I love this! Interesting note about leisure time. I work at home and have a good deal of flexibility, so I hike miles and miles in the woods every day with my dog. I’ve cataloged the wild flowers in spring and summer, watched up close how the landscape changes with the seasons, contemplated the veins on a leaf and the specks on a robin’s egg. This immersion in natural beauty, from the vast to the minute, deepens my gratitude and lends me patience with others. Just yesterday I happened on a recently dead woodpecker and was able to get a close look at the spots on his belly and his coral tail feathers. I’m not so quick now to recoil in horror at a bug or a carcass, but to instead ponder its Creator and the uniqueness, mystery, and intention of its being. All this because I have a dog who needs to be walked and the time to indulge it!

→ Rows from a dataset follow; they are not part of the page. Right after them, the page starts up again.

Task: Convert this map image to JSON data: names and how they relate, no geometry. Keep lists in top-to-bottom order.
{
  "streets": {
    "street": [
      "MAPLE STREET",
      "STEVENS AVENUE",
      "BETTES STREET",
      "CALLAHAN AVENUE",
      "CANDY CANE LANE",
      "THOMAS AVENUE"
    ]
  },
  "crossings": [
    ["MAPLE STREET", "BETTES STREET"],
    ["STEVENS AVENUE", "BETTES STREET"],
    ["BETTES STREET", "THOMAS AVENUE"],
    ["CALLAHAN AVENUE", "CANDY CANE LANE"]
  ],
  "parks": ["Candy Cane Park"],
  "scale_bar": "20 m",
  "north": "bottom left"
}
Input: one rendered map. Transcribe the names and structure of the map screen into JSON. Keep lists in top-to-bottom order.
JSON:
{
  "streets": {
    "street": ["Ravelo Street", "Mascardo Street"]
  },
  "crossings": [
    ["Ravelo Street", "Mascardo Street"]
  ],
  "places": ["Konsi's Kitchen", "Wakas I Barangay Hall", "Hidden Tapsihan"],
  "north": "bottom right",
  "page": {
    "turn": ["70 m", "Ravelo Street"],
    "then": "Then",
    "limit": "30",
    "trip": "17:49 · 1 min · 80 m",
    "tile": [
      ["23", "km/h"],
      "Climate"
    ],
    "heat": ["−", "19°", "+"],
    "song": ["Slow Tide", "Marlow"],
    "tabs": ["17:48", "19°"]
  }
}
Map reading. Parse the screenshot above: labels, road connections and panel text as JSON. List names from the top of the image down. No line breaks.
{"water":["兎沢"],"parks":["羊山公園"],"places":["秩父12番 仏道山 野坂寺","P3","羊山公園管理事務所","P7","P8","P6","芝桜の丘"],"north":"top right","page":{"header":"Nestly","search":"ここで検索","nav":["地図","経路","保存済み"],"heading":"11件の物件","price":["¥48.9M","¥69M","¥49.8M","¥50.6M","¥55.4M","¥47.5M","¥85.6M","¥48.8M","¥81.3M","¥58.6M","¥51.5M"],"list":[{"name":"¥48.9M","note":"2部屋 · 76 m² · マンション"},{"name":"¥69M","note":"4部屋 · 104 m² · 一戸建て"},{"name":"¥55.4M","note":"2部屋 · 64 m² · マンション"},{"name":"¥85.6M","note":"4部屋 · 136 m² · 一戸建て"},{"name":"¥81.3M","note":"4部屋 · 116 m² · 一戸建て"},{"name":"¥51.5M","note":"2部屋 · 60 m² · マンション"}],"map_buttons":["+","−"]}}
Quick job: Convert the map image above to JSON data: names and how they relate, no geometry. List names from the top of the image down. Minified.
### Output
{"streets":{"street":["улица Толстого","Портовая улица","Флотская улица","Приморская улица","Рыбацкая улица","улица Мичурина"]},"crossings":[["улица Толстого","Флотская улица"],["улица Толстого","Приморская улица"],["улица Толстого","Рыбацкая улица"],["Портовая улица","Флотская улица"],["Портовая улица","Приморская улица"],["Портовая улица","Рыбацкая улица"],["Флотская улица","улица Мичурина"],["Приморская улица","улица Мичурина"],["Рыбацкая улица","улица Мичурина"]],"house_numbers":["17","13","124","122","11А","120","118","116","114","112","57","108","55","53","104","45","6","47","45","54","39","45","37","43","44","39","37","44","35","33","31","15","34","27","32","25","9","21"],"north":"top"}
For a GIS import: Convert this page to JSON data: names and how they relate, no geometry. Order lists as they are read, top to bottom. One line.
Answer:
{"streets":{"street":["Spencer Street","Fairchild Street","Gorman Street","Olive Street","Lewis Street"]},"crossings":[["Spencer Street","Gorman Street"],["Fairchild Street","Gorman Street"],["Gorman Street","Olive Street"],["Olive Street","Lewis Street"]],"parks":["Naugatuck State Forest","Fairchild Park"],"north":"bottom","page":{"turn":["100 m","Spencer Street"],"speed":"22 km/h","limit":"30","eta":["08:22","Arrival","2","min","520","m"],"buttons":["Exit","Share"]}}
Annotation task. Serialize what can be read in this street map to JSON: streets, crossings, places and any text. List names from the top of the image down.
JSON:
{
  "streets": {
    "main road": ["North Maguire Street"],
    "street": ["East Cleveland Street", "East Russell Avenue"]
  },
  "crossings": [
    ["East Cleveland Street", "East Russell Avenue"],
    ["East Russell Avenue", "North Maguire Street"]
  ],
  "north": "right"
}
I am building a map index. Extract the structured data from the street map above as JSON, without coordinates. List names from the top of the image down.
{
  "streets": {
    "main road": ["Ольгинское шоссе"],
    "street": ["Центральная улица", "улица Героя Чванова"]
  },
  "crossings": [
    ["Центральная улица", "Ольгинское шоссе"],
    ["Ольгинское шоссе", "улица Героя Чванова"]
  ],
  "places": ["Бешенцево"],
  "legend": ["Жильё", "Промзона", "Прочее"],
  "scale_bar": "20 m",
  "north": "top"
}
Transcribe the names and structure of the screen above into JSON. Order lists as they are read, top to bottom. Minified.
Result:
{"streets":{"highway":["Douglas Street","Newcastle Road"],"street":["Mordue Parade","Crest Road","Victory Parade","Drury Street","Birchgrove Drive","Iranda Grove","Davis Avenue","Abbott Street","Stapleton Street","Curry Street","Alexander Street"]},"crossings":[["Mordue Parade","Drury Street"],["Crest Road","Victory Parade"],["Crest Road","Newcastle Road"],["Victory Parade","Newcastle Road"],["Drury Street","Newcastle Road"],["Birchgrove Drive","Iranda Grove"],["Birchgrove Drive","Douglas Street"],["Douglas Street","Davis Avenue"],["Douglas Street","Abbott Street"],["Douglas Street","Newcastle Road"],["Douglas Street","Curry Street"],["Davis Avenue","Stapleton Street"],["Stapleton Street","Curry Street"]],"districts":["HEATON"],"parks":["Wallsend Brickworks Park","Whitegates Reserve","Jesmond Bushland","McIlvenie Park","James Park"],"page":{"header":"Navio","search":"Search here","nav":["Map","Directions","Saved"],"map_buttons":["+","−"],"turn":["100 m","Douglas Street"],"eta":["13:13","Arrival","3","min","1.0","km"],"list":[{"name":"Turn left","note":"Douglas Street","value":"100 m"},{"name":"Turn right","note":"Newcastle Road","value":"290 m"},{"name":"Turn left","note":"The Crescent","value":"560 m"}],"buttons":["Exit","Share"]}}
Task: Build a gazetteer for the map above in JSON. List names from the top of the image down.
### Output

Susanna, You make an outstanding point. And leisure is something we have to make a point to cultivate, even if simply by making the space for these kind of moments to happen. Thanks for the comment.
It is important to cultivate a sense of beauty throughout childhood and to continue in adulthood. True, beauty is in the eye of the beholder; however, there are also classically and universally beautiful things that can inspire us all.
Just because you may not want to hang a piece of artwork in your home doesn’t mean you can’t find it beautiful in a certain way. Beauty takes many ways, means, forms, and ideas.
Sonrie, I think you are correct in pointing to how at one at the same time there is an objectivity to beauty, but at the same time we need to cultivate in ourselves the ability to see it for what it is. Thank you.
I’ve taught the history of classical music to many students over the years and have had for a long time to grapple with the idea of beauty and its objectivity as relates to music. I’ve come to realize that beauty, coming from the hand of God as it does, must be objective, but we all have subjective preferences. For instance, I much prefer the rolling, verdant hills of the MIdwest to the sandy, sunset-colored desert of the Southwest, but that doesn’t mean I can’t recognize the beauty that it holds nevertheless. We need to cultivate an appreciation for objective beauty while recognizing that we may like some types more than others. Just a few thoughts from 20+ plus years of thinking about this.
Thank you for the weekly lessons in living more humanly. I look forward to them every Wednesday!
I’ve taught the history of classical music to many students over the years and have had for a long time to grapple with the idea of beauty and its objectivity as relates to music. I’ve come to realize that beauty, coming from the hand of God as it does, must be objective, but we all have subjective preferences. For instance, I much prefer the rolling, verdant hills of the MIdwest to the sandy, sunset-colored desert of the Southwest, but that doesn’t mean I can’t recognize the beauty that it holds nevertheless. We need to cultivate an appreciation for objective beauty while recognizing that we may like some types more than others. Just a few thoughts from 20+ plus years of thinking about this.
Thank you for the weekly lessons in living more humanly. I look forward to them every Wednesday!